# [Exercise requirements]
Every line of the records that holds the word "Manzanita" should be copied.

# [Supplied entries]
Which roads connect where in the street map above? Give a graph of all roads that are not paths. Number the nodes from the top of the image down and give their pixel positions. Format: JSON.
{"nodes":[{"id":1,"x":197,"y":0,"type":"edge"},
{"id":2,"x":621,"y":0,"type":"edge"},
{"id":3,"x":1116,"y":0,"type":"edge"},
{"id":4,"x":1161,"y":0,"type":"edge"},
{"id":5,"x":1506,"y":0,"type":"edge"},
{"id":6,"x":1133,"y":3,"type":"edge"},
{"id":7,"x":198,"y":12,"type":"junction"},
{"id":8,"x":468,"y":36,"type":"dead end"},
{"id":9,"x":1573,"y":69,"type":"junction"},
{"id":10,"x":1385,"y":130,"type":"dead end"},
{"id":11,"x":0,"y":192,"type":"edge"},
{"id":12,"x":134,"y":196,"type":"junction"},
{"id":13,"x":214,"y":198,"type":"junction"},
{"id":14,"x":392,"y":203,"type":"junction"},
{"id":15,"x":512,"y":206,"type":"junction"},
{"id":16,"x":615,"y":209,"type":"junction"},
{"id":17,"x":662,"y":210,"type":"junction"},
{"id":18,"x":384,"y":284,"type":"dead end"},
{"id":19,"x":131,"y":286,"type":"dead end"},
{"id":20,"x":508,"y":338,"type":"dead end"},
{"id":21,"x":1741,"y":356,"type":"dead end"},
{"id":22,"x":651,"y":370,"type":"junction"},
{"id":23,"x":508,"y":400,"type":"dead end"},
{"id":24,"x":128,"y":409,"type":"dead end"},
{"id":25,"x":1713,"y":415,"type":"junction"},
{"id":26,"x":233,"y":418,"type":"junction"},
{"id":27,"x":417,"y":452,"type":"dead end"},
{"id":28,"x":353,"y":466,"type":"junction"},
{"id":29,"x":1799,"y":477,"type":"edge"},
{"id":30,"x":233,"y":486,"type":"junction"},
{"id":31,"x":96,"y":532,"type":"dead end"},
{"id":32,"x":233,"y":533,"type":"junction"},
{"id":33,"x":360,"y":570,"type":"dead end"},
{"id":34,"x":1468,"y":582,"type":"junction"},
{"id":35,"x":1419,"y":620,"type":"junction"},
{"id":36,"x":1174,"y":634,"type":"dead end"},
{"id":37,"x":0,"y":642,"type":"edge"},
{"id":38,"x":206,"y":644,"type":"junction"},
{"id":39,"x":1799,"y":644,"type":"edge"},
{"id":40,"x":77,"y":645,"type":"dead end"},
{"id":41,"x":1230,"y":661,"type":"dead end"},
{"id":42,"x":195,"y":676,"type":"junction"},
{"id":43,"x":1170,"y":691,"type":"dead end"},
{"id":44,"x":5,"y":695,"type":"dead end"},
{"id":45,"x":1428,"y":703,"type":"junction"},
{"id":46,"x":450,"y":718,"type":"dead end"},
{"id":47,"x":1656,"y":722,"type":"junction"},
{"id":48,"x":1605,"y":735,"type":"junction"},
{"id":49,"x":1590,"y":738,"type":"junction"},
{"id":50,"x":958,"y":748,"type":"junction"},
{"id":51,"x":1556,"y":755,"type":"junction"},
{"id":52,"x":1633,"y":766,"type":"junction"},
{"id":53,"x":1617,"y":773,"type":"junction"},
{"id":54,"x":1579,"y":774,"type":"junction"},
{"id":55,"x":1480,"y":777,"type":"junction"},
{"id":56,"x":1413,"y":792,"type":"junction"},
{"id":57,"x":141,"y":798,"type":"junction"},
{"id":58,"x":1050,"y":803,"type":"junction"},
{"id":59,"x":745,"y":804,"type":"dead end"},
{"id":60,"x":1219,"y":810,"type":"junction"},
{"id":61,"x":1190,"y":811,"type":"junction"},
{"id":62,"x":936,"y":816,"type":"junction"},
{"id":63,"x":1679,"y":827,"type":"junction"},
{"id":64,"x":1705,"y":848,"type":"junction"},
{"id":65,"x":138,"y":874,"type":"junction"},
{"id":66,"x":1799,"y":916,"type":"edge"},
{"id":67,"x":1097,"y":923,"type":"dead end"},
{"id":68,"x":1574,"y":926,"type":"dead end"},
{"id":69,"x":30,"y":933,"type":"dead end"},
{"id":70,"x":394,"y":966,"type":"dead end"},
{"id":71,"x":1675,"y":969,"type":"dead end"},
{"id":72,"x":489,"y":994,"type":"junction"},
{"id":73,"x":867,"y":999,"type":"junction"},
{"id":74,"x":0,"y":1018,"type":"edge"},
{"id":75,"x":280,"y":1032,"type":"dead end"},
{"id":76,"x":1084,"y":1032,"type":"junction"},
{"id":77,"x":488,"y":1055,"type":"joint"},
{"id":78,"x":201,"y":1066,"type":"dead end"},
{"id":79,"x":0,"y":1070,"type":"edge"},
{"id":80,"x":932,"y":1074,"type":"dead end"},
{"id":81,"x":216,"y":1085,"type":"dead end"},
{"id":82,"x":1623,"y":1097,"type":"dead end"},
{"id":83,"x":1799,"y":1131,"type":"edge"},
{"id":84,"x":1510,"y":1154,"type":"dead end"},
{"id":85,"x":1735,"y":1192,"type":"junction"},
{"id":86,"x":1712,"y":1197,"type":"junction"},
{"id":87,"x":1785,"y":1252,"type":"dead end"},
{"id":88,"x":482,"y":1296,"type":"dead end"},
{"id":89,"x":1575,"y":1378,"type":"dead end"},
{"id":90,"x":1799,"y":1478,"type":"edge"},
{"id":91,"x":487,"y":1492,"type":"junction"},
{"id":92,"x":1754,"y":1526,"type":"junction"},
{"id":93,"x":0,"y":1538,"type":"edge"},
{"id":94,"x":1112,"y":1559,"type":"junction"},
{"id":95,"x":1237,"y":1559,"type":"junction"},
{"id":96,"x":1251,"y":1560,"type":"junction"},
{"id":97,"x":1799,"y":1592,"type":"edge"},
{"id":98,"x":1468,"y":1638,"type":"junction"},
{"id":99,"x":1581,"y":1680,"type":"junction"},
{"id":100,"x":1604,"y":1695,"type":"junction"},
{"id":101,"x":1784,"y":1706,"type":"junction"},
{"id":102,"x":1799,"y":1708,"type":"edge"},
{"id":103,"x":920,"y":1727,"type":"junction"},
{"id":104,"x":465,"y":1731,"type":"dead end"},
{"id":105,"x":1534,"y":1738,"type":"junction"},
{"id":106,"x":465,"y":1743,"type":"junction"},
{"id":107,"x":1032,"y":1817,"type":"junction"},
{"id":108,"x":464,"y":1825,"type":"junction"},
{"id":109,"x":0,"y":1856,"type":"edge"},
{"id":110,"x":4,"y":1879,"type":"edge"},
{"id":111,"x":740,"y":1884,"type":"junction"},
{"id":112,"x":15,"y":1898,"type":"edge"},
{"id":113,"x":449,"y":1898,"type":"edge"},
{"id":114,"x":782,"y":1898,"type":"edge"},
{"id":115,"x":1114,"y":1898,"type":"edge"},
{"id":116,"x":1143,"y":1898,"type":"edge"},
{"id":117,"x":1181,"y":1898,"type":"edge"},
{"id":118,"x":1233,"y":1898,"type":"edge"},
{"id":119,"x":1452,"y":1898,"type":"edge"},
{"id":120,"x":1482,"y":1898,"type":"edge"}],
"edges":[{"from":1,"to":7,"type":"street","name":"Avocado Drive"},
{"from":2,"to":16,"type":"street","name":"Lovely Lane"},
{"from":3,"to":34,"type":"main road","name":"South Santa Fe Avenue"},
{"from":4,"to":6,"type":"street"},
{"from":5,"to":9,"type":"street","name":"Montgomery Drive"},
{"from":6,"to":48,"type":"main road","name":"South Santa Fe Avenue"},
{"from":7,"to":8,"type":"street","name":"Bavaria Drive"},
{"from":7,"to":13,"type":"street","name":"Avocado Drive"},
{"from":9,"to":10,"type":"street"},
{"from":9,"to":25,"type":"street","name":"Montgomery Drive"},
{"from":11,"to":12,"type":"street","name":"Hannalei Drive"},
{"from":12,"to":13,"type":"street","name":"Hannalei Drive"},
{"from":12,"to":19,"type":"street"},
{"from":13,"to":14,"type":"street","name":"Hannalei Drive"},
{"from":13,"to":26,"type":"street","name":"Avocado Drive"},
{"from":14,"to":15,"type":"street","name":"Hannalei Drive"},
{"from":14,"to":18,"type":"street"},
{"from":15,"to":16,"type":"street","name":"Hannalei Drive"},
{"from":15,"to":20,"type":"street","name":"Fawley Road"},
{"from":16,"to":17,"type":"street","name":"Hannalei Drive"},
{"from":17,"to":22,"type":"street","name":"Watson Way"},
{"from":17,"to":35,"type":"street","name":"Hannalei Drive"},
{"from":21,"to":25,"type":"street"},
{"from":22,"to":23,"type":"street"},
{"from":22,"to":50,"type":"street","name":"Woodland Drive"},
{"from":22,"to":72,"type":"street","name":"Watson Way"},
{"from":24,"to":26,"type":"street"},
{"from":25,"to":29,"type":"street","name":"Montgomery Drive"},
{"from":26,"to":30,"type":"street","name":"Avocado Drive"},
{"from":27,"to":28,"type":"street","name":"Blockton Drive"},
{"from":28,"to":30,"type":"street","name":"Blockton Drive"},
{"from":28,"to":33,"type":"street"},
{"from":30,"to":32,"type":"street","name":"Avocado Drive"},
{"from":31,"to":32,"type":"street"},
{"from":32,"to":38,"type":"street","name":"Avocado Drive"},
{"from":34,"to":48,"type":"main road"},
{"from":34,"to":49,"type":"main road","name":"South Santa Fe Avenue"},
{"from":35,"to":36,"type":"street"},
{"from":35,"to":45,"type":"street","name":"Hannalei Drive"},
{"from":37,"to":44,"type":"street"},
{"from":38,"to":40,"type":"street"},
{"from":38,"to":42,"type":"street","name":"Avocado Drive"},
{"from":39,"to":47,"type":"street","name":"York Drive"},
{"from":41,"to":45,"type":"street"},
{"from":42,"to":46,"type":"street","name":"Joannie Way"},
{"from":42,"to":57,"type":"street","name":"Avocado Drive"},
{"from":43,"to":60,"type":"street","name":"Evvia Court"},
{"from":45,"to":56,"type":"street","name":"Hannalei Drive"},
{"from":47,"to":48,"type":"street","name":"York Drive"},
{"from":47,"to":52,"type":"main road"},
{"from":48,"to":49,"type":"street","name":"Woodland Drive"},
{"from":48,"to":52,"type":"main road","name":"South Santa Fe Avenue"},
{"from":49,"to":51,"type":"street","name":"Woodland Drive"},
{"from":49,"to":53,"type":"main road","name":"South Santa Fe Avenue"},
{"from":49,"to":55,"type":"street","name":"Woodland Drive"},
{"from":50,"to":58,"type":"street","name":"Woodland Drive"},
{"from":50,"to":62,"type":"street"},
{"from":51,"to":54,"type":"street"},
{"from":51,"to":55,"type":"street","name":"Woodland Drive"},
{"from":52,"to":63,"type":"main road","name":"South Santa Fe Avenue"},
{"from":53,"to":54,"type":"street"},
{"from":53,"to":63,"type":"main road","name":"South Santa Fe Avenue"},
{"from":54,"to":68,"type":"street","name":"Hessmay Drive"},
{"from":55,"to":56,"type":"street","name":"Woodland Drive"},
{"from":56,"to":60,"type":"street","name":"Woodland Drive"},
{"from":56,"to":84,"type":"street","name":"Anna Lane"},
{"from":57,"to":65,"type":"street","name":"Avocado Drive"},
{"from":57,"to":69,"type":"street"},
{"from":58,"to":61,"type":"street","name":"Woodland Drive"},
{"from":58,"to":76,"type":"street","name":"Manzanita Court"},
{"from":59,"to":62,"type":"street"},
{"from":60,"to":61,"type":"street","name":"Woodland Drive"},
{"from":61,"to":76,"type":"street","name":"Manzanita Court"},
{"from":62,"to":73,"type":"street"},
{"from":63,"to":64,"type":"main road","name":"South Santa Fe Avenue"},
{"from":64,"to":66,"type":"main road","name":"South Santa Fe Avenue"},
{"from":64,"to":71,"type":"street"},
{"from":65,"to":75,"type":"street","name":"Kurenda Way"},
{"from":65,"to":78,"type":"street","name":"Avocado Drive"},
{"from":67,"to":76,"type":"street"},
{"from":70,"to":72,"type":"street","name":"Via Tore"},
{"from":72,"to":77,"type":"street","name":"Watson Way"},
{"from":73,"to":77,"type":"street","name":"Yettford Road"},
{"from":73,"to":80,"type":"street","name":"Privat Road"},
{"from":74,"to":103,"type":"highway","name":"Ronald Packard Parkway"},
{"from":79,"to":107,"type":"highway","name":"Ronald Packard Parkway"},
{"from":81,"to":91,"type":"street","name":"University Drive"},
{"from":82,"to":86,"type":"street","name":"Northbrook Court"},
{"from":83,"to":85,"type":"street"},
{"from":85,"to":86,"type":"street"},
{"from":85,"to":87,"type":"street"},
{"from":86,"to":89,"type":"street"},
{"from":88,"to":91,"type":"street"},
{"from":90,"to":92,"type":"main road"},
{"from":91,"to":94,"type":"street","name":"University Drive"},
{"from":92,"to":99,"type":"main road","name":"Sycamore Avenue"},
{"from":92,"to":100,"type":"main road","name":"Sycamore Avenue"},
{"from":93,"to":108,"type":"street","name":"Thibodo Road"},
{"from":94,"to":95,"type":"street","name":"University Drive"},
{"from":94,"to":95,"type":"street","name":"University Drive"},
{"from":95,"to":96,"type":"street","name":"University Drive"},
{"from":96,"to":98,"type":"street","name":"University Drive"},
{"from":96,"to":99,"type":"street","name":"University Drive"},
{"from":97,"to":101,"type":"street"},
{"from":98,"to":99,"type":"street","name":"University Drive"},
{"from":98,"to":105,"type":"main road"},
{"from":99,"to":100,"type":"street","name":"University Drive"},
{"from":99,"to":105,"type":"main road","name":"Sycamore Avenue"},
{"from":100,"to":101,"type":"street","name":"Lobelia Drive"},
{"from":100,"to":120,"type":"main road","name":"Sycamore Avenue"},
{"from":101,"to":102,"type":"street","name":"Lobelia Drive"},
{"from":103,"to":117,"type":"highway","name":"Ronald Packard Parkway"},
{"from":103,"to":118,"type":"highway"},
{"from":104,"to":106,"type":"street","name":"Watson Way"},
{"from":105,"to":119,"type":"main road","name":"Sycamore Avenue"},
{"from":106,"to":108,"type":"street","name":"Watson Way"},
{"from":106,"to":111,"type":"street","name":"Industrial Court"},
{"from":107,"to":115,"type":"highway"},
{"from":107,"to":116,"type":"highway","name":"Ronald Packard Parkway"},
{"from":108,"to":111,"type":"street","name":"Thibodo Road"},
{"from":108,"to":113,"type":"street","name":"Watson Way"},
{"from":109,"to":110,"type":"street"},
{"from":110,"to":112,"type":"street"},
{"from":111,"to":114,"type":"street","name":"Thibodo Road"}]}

# [Task result]
{"from":58,"to":76,"type":"street","name":"Manzanita Court"},
{"from":61,"to":76,"type":"street","name":"Manzanita Court"},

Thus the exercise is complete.